Jizerská Padesatka

9. 180 heartbeats, days before Jizerská Padesátka

by Michael Förster

I’m sweating like a pig, my breath is coming short, my heart rate’s close to 180. Nothing unusual during a ski-marathon. But maybe unusual a few days before the start?

This year’s Jizerská Padesátka wasn’t the first time my pre-race anxiety driven heart rate has outreached the peak of heartbeats during the following race. After seven years, I still remember the search of my skies in the middle of thousands of skiers at Engadin Skimarathon as if it was only yesterday. I still get goose bumps by thinking at the moment when I identified my pair of skis just in time. Five minutes later, 12.000 skier would have grinded them into little pieces.

Fortunately, I’ve learned my lesson. But despite all experiences there are always things out of control.

Weather for example. This winter season once again suffered under lack of snow. But when it comes to Jizerská I was optimistic because of the promising date in February. In the final weeks before the race my hope faded. Rain, temperatures above freezing and only little chance for fresh snow weren’t the messages I wanted to receive. Every morning a Czech friend supplied me with the latest photos of the Jizera Magistrale. It was a rollercoaster of feelings. We were literally counting every snowflake.

The day came on which we received the email from the organizer which presented the prospect of an alternative scenario. I became dizzy by imagining a race with countless loops. That’s not what Jizerská represents. I was looking forward for this unique course on undulating terrain surrounded by snow covered trees.

Four days before the race day I received another message from the organizers. My delayed Xmas present: Snowfall in Bedřichov. The original course was fixed.   

Would this mean a relaxed journey to Liberec? Not at all. A week earlier, when all my hope disappeared I canceled my hotel room. But I corrected my mistake only seconds after the announcement of the fixed course. Probably I wasn’t alone in this scenario. So, the receptionist in the hotel told me they were overbooked. My heart rate increased again. Fortunately, she found a solution and transferred our booking to a partner hotel.  
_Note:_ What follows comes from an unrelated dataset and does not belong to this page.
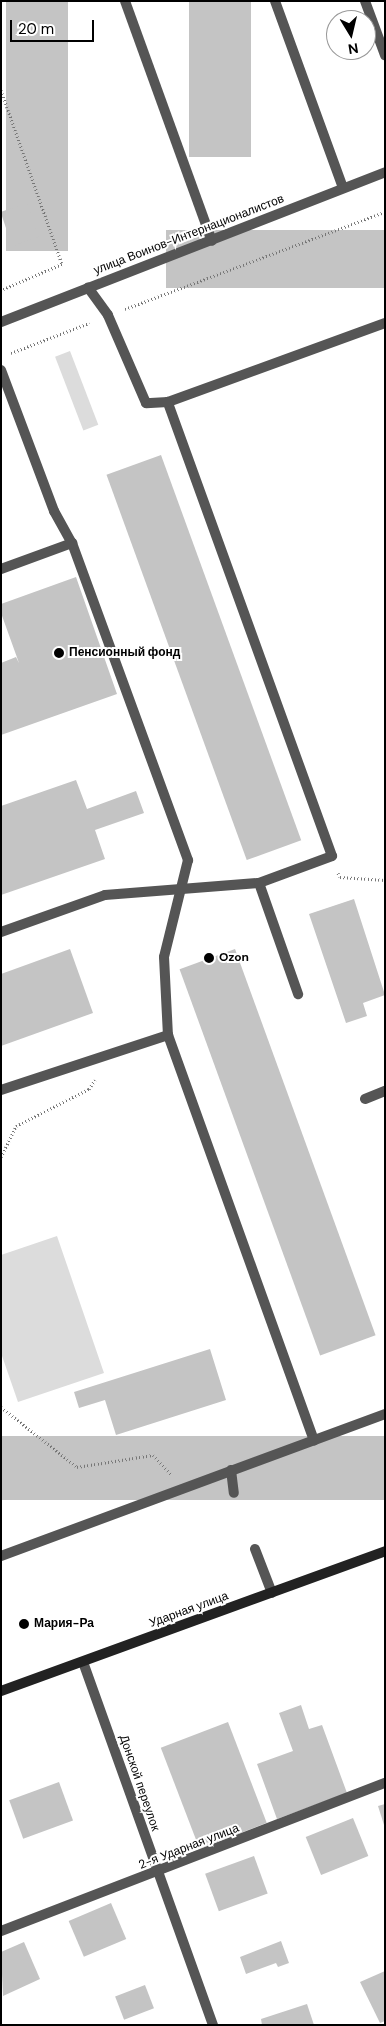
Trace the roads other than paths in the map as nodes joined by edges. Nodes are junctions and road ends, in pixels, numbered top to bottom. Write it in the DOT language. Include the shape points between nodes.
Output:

After this thrilling prologue the race was somehow unspectacular in a positive sense. Perfect conditions with freezing temperatures, lots of snow and sunshine. Winter wonderland straight out of a fairy tale. From the starting line we could see majestic snow-covered trees that looked like watchmen of a well-guarded secret. To figure it out you have to pass them. The first ascent stretch promised a challenging lactic acid party. But the cold fresh air inside the forest, the reduction of complexity to black and white makes enduring the pain easier. Almost three hours later when I crossed the finish line, I was proud and happy but somehow sad that the fairytale was over. A few minutes later with resting heart rate I wondered which adventure of the Worldloppet series would evoke 180 heartbeats again.